AIM OF THE EXERCISE: Every record here should be printed again exactly.

------------------------------------------------------------------------

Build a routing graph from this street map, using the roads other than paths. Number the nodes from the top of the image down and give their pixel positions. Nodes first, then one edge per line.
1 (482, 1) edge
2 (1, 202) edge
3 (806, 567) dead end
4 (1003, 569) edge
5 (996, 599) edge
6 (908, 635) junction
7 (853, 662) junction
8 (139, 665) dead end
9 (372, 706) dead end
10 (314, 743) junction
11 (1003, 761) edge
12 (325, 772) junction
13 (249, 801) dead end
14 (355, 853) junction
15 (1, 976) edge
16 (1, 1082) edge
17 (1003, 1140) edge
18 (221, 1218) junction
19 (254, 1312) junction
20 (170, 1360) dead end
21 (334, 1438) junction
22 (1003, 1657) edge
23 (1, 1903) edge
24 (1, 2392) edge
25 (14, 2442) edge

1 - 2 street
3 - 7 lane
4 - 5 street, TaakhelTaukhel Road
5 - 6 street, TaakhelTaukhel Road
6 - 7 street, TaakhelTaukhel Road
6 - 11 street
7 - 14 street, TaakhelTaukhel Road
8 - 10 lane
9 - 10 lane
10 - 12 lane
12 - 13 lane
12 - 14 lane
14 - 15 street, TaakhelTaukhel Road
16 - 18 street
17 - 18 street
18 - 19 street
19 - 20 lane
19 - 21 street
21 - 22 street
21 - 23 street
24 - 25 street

------------------------------------------------------------------------

TASK RESPONSE:
Build a routing graph from this street map, using the roads other than paths. Number the nodes from the top of the image down and give their pixel positions. Nodes first, then one edge per line.
1 (482, 1) edge
2 (1, 202) edge
3 (806, 567) dead end
4 (1003, 569) edge
5 (996, 599) edge
6 (908, 635) junction
7 (853, 662) junction
8 (139, 665) dead end
9 (372, 706) dead end
10 (314, 743) junction
11 (1003, 761) edge
12 (325, 772) junction
13 (249, 801) dead end
14 (355, 853) junction
15 (1, 976) edge
16 (1, 1082) edge
17 (1003, 1140) edge
18 (221, 1218) junction
19 (254, 1312) junction
20 (170, 1360) dead end
21 (334, 1438) junction
22 (1003, 1657) edge
23 (1, 1903) edge
24 (1, 2392) edge
25 (14, 2442) edge

1 - 2 street
3 - 7 lane
4 - 5 street, TaakhelTaukhel Road
5 - 6 street, TaakhelTaukhel Road
6 - 7 street, TaakhelTaukhel Road
6 - 11 street
7 - 14 street, TaakhelTaukhel Road
8 - 10 lane
9 - 10 lane
10 - 12 lane
12 - 13 lane
12 - 14 lane
14 - 15 street, TaakhelTaukhel Road
16 - 18 street
17 - 18 street
18 - 19 street
19 - 20 lane
19 - 21 street
21 - 22 street
21 - 23 street
24 - 25 street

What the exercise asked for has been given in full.